I was recently awarded a gift card for exemplar work at work which was amazing but it could only be spent in limited number of high street stores which I almost never use anymore. I had to rack my brain to figure out what I wanted to spend this money on and as is like me, I came up with another project rabbit hole to funnel this money (and even more) into. I had resolved to make my home “smart”.

The first decision was what system? As a bodger I wanted flexibility and didn’t want to be tied into a proprietary ecosystem so I started looking at open source solutions that would work with off the shelf sensors. The two options I came to were OpenHAB and HomeAssistant. After a bit of research I decided to go with Home Assistant and after a bit of Docker fu it was happily running on my NAS.

The next step was what to plumb into it. I already had a MikroTik Router which it automatically picked up on, allowing me to do Person presence detection. To it I added a Phillips Hue v1 hub, and in each room hue bulbs and some motion detectors. Grand, I now no longer need light switches and can turn the lights on before my key goes in the front door! Again Home Assistant had absolutely no issue picking them up and allowing them to be used in it’s ecosystem. It’s feeling smarter already but lets not stop there.

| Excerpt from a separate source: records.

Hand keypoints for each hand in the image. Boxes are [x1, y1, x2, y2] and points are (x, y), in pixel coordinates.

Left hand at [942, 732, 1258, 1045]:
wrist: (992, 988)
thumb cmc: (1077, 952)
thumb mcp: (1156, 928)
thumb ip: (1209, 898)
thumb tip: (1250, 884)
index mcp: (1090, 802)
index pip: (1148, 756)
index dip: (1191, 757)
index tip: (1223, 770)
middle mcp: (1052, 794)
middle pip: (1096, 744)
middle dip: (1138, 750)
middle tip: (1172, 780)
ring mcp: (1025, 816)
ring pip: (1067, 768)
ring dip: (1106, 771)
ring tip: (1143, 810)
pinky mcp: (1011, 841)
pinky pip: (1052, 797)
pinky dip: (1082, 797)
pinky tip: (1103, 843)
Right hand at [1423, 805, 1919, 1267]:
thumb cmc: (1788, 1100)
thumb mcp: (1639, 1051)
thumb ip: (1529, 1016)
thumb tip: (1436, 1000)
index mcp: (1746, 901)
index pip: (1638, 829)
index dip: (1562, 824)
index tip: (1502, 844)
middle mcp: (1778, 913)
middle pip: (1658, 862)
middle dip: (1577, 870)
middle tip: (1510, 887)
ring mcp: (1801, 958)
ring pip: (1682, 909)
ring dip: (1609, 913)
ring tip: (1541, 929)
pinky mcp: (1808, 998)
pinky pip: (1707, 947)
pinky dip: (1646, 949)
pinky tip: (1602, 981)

The next annoyance I had was having to switch my TV on when I got in (can’t be missing pointless can I?). At that time my TV was running a small atom based machine with Kodi and a TV tuner which could be a bit slow to start so automating turning this on and off would be very helpful. Enter the Sonoff smart plugs.

A week or so later and I had a collection of Sonoff smart plugs, out of the box they are not compatible with Home Assistant but you can easily flash an open source firmware called Tasmota which is (via MQTT). I opened each one up and soldered on a programming header and flashed the open source Tasmota firmware, it was laborious but worth it! Now the smart plugs are all configured and hooked into the network, Home Assistant picked them up again with ease. Grand, I can now turn the lights and the TV on automatically when I get near my house and can safely shut down the TV with the help of a small piece of extra software called iotLink.

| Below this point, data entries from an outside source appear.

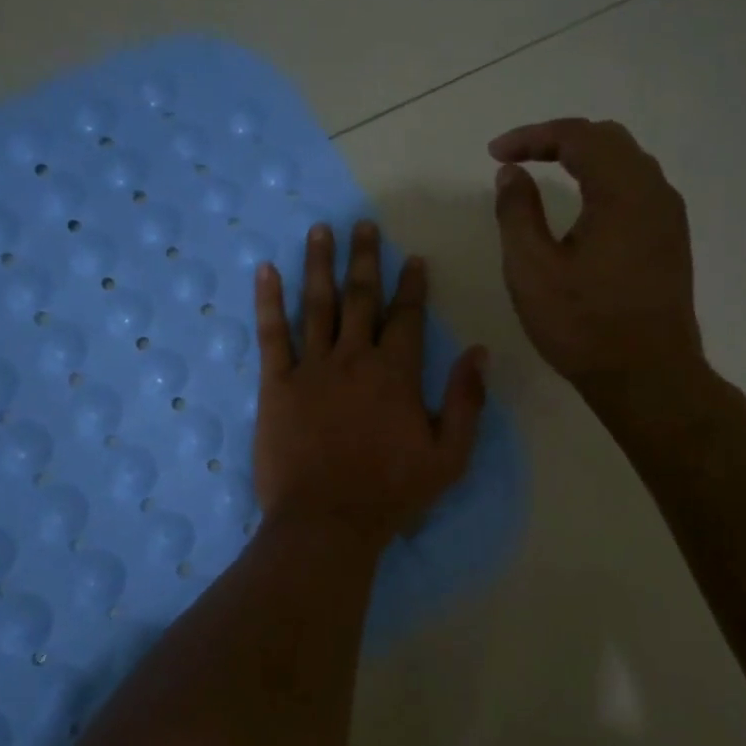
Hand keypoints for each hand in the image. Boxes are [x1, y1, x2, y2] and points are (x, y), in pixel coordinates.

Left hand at [253, 221, 486, 551]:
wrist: (327, 522)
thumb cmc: (391, 493)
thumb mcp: (449, 456)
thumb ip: (467, 402)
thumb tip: (480, 352)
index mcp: (396, 373)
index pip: (407, 317)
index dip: (412, 286)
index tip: (413, 259)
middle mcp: (354, 358)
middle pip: (361, 298)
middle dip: (365, 258)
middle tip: (363, 224)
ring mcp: (311, 368)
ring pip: (317, 304)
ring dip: (319, 264)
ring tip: (320, 230)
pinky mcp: (275, 385)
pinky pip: (271, 334)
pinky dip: (268, 300)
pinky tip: (265, 270)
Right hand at [489, 118, 712, 417]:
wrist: (647, 377)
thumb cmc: (583, 325)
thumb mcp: (532, 269)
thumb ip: (517, 212)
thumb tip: (512, 174)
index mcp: (622, 191)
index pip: (577, 137)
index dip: (531, 136)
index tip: (495, 154)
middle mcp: (654, 192)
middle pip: (607, 140)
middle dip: (559, 140)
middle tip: (518, 158)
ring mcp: (669, 217)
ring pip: (627, 163)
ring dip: (584, 159)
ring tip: (546, 174)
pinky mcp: (671, 241)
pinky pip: (637, 190)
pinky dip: (604, 182)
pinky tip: (582, 208)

Next on the list was synchronised smart speakers. I could of gone with the standard Sonos option but those things are expensive and I fancied a bit more of a DIY solution. In the end I found a solution using a cheap $15 circuit board and some speakers, much more my style. I’ll have further details on that in another blog post so stay tuned. Right that’s the synchronised audio sorted and I also hooked them all up to Sonoff smart plugs because why not.

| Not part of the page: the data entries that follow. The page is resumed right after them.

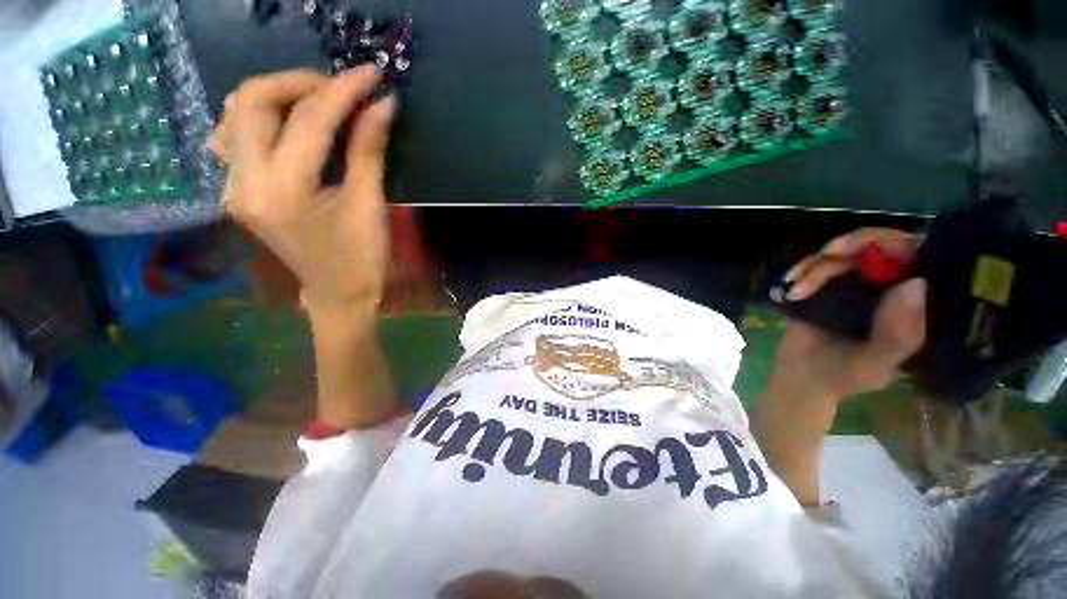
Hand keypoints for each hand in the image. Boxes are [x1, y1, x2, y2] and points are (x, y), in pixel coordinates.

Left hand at [210, 66, 397, 315]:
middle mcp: (243, 182)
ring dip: (280, 95)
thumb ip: (369, 150)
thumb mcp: (370, 205)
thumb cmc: (361, 259)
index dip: (343, 91)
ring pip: (238, 112)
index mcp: (284, 191)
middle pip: (254, 100)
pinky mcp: (236, 188)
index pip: (309, 121)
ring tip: (321, 103)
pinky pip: (235, 134)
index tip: (371, 75)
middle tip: (343, 89)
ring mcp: (232, 185)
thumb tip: (382, 106)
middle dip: (302, 83)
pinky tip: (288, 122)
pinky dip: (262, 115)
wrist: (336, 293)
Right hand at [770, 228, 927, 401]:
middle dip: (854, 245)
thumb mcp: (877, 363)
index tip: (874, 248)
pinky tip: (790, 283)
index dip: (902, 245)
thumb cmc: (845, 375)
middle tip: (830, 252)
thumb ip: (898, 334)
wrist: (801, 377)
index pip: (921, 263)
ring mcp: (855, 285)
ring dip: (816, 267)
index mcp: (912, 306)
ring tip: (797, 291)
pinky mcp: (825, 286)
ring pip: (843, 255)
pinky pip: (817, 265)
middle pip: (881, 247)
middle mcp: (889, 289)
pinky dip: (803, 269)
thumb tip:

I now had most of the easy wins covered. However there was one remaining niggle, getting my phone out all the time to turn bits of the house on and off. Other HA users often attach android tablets to the wall for a control interface which is a good idea but a waste of electric, not to mention android tablets are expensive too. This is when I thought, why can’t I use e-ink devices as they are perfect for this low refresh interface. Checking on Ebay, a second hand Kindle Paperwhite sets you back about £30. Perfect. After a bit more work the Kindle worked perfectly and is what I use day to day now. To see all the technical details, stay tuned for another HomeAssistant Blog post coming soon.

Where next for the project you may be asking? I’ve still got plans to integrate heating control into the system and I’d like to continue experimenting with person detection to the room scale as I get fed up of the lights going off when I stay too still. I started person room detection a while back by using ESP32 chipsets, Bluetooth signal strength and beacons but haven’t perfected it yet. I also need to finish hooking up the Cheese-o-matic to the system and the 3D printer but that is for another time.